**WHAT TO DO**
The word "down" appears in some lines of the listing below; report how many such lines there are, and nothing else.

**GIVEN RECORDS**
Start of Block

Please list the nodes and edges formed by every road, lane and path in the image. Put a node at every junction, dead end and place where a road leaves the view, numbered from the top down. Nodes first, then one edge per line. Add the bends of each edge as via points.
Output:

End of Block
Start of Block

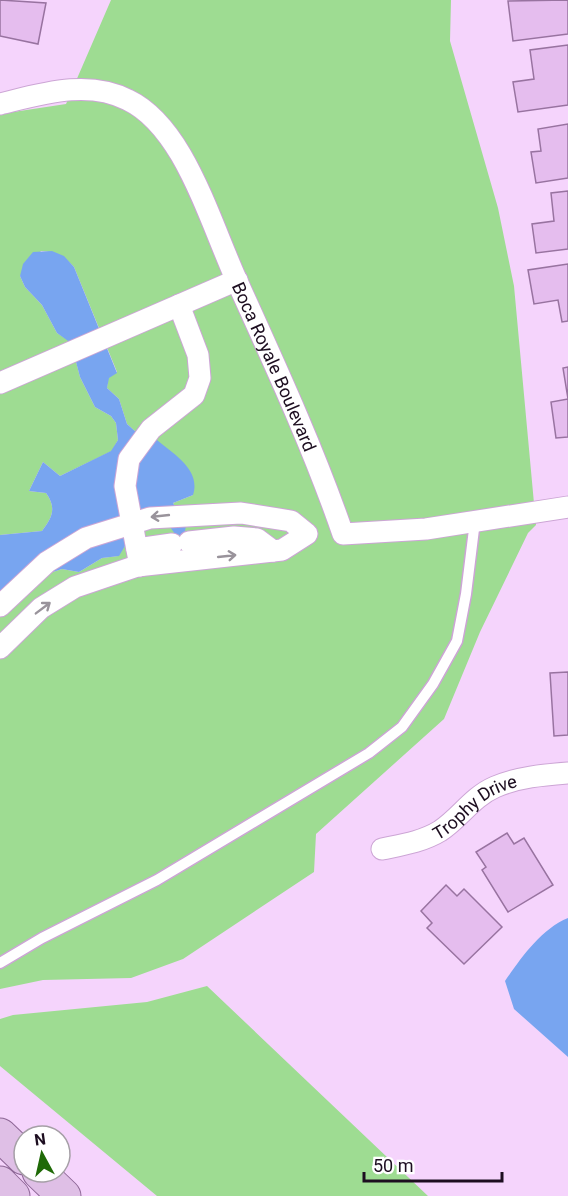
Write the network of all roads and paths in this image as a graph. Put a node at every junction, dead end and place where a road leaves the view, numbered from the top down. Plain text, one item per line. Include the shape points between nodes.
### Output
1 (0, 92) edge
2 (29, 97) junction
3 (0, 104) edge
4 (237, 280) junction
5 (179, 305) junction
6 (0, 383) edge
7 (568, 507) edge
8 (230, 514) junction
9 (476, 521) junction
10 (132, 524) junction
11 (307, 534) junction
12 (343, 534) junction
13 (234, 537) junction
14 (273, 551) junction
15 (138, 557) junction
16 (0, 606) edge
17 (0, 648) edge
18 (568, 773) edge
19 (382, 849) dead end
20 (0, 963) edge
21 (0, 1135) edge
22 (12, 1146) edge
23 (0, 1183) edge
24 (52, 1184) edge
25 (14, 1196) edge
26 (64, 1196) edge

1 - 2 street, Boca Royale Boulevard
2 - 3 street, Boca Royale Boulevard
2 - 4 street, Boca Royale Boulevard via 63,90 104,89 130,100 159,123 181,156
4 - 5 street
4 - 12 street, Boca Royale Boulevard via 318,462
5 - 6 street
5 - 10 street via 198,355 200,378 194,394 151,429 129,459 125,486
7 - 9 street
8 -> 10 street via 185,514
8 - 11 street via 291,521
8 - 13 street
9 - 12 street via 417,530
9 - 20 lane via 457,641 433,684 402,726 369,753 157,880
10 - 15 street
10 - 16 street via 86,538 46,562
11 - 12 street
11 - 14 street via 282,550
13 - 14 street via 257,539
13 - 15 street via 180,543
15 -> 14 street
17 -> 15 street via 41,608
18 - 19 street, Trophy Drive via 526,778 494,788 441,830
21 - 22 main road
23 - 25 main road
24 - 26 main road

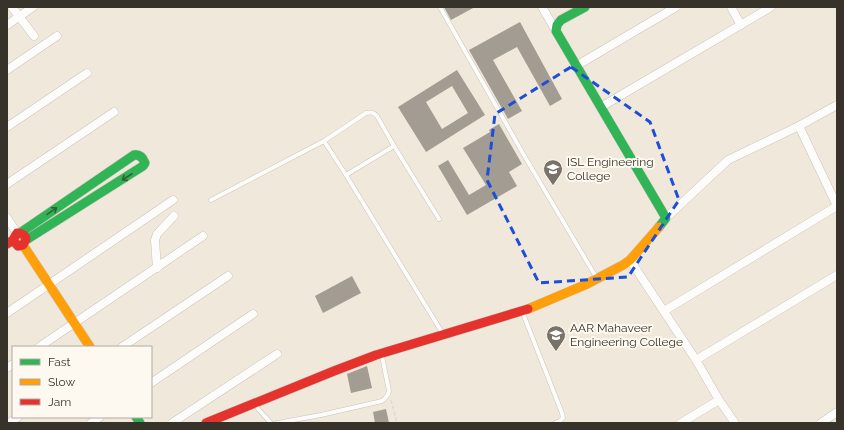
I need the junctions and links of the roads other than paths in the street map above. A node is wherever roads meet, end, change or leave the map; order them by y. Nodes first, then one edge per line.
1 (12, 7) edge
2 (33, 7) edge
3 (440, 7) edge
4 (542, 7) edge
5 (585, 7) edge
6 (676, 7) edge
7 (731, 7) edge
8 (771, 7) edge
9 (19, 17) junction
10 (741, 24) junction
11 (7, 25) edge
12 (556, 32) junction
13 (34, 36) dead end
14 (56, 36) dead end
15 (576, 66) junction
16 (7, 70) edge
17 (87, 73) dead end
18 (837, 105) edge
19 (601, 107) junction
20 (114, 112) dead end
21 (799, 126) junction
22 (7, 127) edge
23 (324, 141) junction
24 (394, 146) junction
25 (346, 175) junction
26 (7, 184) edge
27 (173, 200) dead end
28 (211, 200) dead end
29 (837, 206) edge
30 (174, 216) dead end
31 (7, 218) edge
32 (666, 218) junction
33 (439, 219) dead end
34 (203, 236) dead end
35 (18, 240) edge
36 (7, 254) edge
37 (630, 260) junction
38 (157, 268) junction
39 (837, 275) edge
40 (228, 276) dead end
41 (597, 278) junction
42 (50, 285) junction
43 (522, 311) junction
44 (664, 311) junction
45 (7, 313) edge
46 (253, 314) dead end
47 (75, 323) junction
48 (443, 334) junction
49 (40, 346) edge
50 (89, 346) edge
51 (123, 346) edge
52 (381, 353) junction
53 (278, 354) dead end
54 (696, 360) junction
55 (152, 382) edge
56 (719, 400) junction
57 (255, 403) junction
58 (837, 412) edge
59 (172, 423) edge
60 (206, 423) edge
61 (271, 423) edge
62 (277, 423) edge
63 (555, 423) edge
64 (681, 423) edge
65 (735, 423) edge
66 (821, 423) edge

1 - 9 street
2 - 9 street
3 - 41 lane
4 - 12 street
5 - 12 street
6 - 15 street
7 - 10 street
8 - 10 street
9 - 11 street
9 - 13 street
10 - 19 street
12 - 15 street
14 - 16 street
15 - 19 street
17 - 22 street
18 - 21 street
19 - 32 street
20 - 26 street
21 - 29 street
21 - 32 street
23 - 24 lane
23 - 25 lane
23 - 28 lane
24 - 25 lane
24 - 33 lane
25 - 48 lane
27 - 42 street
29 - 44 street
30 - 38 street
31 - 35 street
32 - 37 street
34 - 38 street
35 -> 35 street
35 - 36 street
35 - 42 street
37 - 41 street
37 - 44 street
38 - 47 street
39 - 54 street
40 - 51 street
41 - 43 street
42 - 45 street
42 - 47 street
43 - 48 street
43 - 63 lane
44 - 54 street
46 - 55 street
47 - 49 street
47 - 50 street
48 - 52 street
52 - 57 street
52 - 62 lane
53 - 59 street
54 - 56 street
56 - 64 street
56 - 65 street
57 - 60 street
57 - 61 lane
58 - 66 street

End of Block

**WRITTEN ANSWER**
2